───── Material provided ─────

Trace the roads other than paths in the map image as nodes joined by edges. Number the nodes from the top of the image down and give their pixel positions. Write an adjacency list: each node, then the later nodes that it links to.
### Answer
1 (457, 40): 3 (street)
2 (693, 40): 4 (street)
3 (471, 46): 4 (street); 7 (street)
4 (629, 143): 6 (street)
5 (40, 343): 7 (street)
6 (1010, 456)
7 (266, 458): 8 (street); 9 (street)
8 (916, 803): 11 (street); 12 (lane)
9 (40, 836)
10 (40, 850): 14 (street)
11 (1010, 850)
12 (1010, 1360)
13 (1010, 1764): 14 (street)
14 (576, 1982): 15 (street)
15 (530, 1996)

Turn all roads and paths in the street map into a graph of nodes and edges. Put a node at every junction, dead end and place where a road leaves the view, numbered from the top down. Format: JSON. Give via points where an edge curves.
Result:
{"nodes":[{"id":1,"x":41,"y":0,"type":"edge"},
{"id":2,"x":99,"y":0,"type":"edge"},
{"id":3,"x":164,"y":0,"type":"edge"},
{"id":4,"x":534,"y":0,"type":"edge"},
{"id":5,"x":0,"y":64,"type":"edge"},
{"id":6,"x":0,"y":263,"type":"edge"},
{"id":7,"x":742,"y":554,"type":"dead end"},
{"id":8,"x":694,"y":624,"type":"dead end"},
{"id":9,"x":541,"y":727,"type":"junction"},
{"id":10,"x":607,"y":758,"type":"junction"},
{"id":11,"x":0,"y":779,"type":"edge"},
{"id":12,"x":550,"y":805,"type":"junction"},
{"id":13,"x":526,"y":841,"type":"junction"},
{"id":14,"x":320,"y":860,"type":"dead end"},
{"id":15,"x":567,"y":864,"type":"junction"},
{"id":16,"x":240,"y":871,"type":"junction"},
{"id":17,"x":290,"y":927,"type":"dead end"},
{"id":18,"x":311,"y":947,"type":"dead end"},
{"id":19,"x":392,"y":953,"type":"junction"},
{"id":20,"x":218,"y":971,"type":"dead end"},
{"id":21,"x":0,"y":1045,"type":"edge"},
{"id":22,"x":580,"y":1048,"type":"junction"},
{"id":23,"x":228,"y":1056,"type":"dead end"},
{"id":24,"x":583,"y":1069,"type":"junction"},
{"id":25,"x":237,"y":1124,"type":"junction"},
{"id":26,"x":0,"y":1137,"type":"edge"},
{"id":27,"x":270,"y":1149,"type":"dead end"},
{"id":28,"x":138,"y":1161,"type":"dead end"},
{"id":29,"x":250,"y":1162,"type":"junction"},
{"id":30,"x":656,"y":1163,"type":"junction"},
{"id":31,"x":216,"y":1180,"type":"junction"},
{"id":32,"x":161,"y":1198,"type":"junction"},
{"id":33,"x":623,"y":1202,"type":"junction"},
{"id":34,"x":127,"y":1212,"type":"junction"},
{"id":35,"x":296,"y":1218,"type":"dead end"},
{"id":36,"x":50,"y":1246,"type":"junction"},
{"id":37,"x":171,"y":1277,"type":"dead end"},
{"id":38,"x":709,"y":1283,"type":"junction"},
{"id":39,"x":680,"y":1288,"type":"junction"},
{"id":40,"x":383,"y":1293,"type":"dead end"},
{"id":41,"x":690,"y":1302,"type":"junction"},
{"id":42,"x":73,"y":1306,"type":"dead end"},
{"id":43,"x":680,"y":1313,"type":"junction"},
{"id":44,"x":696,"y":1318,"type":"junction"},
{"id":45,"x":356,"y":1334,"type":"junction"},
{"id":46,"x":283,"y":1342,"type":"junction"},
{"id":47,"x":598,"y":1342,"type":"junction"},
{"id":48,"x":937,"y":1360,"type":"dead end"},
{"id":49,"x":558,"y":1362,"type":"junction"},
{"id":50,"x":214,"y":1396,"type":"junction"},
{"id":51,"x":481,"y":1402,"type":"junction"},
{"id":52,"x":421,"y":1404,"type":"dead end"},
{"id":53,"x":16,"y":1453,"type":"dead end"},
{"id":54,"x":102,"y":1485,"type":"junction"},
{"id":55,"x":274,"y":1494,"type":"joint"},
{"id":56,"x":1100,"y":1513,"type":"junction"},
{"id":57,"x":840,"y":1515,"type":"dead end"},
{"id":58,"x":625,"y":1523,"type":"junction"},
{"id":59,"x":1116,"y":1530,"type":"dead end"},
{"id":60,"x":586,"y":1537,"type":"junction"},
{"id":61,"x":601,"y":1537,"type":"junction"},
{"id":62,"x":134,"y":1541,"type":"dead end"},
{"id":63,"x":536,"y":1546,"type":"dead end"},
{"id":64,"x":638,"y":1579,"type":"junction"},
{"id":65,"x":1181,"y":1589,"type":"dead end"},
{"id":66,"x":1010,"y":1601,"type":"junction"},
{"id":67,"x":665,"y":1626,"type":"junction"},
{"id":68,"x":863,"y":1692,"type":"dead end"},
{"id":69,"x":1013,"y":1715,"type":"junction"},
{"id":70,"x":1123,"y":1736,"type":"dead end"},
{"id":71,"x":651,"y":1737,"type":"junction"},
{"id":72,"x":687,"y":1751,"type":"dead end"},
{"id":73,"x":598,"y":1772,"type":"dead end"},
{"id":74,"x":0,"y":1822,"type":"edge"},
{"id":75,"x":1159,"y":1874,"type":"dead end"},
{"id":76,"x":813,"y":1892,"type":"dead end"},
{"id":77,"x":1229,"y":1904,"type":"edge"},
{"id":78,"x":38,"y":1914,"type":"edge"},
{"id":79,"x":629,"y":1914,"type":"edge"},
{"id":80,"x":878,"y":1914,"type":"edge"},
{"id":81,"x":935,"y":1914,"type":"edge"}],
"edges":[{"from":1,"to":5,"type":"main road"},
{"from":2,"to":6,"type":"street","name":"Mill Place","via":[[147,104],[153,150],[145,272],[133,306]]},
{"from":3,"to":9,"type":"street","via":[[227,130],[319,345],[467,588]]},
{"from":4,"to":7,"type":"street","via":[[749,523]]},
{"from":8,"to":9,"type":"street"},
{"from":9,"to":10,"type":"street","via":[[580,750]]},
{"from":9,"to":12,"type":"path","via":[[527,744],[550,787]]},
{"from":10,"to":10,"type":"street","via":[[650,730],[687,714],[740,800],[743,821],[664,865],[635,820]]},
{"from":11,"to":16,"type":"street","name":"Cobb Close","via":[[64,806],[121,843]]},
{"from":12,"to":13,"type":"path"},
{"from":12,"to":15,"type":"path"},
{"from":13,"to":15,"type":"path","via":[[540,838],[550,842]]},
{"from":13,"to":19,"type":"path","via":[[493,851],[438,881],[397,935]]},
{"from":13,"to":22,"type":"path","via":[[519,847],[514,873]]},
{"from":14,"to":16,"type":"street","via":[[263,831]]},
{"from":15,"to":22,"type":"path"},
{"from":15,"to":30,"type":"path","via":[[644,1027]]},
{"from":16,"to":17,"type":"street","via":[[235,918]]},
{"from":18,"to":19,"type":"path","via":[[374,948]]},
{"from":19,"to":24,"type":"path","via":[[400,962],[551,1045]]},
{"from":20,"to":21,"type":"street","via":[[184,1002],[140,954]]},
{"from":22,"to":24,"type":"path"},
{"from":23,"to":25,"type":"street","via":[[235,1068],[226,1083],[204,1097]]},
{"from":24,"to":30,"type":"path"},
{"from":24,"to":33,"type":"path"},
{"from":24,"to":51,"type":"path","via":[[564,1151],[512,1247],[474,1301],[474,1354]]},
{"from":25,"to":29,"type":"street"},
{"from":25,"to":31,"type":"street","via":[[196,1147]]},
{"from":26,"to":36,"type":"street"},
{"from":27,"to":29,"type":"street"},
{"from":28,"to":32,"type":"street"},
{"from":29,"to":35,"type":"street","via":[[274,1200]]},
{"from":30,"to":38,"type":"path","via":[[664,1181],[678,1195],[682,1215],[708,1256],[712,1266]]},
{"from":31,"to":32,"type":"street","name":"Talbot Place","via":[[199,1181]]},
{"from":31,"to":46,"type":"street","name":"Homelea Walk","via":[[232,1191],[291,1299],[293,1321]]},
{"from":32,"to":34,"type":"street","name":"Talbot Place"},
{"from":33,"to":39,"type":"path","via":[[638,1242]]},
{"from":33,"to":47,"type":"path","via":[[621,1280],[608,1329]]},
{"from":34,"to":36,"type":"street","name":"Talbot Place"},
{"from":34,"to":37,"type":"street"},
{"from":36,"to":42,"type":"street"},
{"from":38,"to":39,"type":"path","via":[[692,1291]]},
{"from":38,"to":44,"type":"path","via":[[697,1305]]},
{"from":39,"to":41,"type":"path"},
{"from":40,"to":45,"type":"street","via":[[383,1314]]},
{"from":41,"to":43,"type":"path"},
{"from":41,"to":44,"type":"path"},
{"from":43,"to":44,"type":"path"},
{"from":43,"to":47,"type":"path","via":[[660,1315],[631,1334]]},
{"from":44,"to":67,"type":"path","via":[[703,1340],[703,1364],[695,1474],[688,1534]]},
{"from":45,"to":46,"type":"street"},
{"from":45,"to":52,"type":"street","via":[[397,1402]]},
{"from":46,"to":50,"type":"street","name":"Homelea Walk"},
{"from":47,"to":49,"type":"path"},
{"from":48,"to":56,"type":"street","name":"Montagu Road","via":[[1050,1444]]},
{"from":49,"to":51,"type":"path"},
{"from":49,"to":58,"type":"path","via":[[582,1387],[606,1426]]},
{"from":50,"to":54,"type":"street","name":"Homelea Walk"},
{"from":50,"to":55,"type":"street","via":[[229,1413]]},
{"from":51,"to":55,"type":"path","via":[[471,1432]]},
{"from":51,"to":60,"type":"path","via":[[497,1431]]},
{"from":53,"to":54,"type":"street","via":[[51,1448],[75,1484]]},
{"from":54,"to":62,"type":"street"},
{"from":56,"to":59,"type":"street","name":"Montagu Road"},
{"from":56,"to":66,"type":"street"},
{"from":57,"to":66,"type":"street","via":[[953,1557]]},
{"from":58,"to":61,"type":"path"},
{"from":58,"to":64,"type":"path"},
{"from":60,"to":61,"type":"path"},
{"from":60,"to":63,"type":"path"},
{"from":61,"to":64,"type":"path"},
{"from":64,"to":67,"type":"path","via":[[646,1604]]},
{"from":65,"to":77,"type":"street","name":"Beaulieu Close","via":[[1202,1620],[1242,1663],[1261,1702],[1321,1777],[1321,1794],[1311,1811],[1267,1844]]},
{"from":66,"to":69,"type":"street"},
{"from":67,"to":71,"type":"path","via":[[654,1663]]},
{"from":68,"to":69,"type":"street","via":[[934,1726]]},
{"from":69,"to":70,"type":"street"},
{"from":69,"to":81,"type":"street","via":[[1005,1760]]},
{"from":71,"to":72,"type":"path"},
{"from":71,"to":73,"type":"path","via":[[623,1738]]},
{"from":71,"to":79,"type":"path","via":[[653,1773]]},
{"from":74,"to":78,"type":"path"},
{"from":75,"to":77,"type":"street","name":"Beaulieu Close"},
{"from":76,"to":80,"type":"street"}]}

─────

=== Exercise goal ===
Check each line of the entries for the word "Walk". State how many lines hold it, and write nothing else.

=== Exercise solution ===
3